Our analysis used data on the income distribution in high-risk areas of the new flood maps as a whole. But premium levels and household income vary considerably across the floodplain. Better data are needed on the household incomes of people living in the structures facing the highest increases in insurance premiums. Such information will improve the understanding of the scope of the financial challenges for specific households and identify the number of households that would qualify for various types of assistance.

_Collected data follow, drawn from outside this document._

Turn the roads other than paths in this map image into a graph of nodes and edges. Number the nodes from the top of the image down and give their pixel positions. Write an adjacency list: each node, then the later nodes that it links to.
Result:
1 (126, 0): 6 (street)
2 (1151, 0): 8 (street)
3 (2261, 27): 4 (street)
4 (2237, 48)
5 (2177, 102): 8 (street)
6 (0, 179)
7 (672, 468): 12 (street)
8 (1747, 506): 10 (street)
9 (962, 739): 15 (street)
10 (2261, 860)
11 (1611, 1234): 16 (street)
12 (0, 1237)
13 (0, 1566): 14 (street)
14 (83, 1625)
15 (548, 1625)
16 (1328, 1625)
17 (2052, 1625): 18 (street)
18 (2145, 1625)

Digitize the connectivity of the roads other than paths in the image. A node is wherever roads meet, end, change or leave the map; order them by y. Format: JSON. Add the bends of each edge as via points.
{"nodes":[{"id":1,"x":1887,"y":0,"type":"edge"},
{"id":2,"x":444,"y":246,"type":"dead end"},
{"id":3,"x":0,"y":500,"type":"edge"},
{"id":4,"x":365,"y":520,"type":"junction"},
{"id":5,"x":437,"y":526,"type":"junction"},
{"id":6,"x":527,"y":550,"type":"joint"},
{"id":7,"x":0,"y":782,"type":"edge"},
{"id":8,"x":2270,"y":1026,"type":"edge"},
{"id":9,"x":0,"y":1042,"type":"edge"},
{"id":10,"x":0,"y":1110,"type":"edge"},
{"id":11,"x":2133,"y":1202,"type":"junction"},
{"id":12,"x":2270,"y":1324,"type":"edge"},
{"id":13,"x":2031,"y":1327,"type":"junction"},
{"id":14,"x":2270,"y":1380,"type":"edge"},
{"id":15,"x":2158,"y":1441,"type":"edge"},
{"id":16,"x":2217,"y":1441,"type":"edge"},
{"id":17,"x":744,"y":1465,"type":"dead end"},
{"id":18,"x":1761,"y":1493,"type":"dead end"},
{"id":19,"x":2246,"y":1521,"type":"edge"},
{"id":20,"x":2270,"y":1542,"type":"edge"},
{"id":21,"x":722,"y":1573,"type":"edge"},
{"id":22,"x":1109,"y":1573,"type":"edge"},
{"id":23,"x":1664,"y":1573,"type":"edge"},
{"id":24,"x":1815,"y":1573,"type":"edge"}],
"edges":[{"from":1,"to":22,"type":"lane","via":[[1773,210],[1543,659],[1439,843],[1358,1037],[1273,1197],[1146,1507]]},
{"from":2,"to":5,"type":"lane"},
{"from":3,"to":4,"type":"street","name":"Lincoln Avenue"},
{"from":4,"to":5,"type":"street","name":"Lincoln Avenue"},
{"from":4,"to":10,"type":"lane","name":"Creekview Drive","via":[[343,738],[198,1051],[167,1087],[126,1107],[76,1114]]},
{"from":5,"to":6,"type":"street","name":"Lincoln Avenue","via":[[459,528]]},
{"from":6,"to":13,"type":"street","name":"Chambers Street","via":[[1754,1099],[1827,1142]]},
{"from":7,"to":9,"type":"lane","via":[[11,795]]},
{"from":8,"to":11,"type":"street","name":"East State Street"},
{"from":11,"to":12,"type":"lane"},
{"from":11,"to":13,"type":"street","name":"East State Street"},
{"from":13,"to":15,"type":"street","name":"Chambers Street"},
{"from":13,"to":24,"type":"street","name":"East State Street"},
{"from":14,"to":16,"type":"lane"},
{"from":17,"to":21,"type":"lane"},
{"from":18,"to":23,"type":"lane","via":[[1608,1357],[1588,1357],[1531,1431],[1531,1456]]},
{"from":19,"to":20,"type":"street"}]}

With a better understanding of the finances and structures of individual households, policymakers will be able to identify the best approaches to making insurance premiums more affordable. Examples of strategies that have been proposed include the following:
- Provide assistance based on financial need. The assistance could take several forms, including tax credits, grants, and vouchers that could be applied toward the cost of flood insurance. A major concern about such an approach, however, is that it would distort the price signal that motivates property owners to invest in risk-mitigation measures in order to reduce premiums. To address this concern, proposals have been made to couple a means-tested voucher program with a loan program, thereby implementing mitigation measures that make sense for the property.
- Allow higher deductibles and establish a public program to share costs when flooding occurs. The higher deductibles would mean lower premiums, and a deductible-sharing program funded by the public would cover part of a large deductible when an event occurs. Again, the effects on risk-mitigation incentives and actual mitigation would need to be considered. Congress recognized the challenge of affordability that would be imposed by BW-12 and required that the NFIP study "methods of establishing an affordability framework" and that the National Academy of Sciences conduct an analysis of a means-tested voucher program. At the time of this writing, the National Academy of Sciences is about to begin the study, with phase 1 set for completion in late 2014.